Иногда падения наши нужны нам, чтобы в смирении раскаяния иметь силу воспринять большее благословение. Такие падения можно назвать «промыслительными». Бог покидает нас на некоторое время, а без Него мы становимся ничтожными, безумными, не способными ни на что, достойное Его. Весь смысл нашего подвига в том, чтобы воспринять Бога в себя, жить Его жизнью по дару свыше. Говорю теперь об этом, чтобы от Петра перейти к самому себе, не на уровне Петра, а на моем низком уровне, что если бы я не пережил моего действительного падения, длительного и упорного, то никогда бы я не возмог познать НЕСРАВНЕННОГО ХРИСТА. Все, что чуждается Господа, устраняется от него, — все теперь в моих глазах является совершенным ничтожеством. И опять не на уровне апостола Павла, но на моем низком уровне, однако до некоторой степени аналогичном ему, я вспоминаю и понимаю слова его: «Христос умерший, но и, больше того — воскресший: Он и одесную Бога, Он же ходатайствует за нас. Кто отлучит нас от любви Божией: скорбь, или теснота, или гонение, или голод, или нагота, или опасность, или меч? как написано: „за Тебя умерщвляют нас всякий день; считают нас за овец, (обреченных) на заклание». Но все сие преодолеваем силою Возлюбившего нас. Я уверился, что ни смерть, ни жизнь, ни ангелы, ни начала, ни силы, ни настоящее, ни будущее, ни высота, ни глубина, ни другая какая тварь не может отлучить нас от любви Божией во Христе Иисусе, Господе нашем» (ср.: Рим.8:3439).

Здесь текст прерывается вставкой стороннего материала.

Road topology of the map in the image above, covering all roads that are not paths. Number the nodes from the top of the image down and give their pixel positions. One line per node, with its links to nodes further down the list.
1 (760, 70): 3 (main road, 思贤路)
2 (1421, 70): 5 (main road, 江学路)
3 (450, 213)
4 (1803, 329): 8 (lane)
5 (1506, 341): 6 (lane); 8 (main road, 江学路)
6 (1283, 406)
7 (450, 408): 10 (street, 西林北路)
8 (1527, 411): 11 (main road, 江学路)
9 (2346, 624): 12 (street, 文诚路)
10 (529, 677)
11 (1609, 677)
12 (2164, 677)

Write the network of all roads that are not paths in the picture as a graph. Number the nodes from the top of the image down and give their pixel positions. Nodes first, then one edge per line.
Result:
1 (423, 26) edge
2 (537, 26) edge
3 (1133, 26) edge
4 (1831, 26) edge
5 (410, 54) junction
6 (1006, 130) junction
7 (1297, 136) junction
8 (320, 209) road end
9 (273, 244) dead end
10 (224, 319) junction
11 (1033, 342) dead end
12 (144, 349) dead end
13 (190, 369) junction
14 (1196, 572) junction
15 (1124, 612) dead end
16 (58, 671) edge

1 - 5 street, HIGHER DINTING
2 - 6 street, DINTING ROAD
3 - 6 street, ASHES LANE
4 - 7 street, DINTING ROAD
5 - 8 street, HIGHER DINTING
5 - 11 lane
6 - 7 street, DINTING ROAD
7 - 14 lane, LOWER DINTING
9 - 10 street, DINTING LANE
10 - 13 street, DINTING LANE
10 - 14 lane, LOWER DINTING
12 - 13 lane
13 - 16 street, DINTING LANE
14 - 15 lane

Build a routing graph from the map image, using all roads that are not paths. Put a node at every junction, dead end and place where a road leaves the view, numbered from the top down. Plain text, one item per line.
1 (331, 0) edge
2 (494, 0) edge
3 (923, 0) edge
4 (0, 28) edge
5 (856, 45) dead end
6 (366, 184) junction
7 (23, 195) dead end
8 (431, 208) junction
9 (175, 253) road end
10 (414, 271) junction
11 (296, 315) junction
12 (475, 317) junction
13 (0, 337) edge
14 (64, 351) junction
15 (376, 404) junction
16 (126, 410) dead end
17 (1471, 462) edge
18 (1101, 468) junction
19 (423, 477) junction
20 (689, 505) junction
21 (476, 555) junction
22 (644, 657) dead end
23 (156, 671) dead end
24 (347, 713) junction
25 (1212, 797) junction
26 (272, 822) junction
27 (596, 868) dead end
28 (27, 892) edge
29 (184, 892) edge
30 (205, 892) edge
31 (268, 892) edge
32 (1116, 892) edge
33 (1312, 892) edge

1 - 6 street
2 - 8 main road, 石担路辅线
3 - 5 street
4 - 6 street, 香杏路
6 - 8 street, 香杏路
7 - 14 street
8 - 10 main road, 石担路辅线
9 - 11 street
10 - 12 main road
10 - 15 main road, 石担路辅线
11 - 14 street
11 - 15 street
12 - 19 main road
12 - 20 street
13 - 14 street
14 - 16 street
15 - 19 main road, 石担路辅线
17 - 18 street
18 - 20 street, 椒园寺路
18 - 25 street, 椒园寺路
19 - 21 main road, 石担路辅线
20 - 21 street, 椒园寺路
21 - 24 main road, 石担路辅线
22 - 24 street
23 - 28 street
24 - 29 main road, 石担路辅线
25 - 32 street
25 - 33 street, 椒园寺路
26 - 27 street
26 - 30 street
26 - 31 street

К любви Божией влечет нас Тот, Кто Свои руки распростер на Кресте. Но на пути к ней встречаемся мы с гордым насильником, князем мира сего. Сей князь отпал от Света Истины, но ум его по природе своей — космический. «Ум с умом борется… наш ум — с умом врага», — говорил Старец Силуан. Сами мы не в силах победить врага, но, следуя за Христом, — можем и мы. «Сам Отец любит вас, потому что вы возлюбили Меня и уверовали, что я исшел от Бога. Я исшел от Отца и пришел в мир; и опять оставляю мир и иду к Отцу… Сие сказал Я вам, чтобы вы имели во Мне мир. В мире будете иметь скорбь, но мужайтесь: Я победил мир»(Ин.16:2728, 33). Нам предлежит великая брань, чтобы победить «космос» (по-русски «мир»). Победители во Христе становятся сверхкосмическими. Сопротивный представит нам свои «глубины и высоты», великолепие своих переживаний, например, славы или власти над братьями, величие и услаждение земными богатствами; свои созерцания сверхбытийного Абсолюта. И если мы отказываемся, он подвергнет нас и болезням, и нищете, и гонениям, и страху даже до смерти. Дерзаю действительно сказать, что христианину раскрываются бездны мироздания глубже, чем кому бы то ни было иному; что возводится он в область Света, неприступного для избравших иные пути (ср.: 1Кор.2:1516).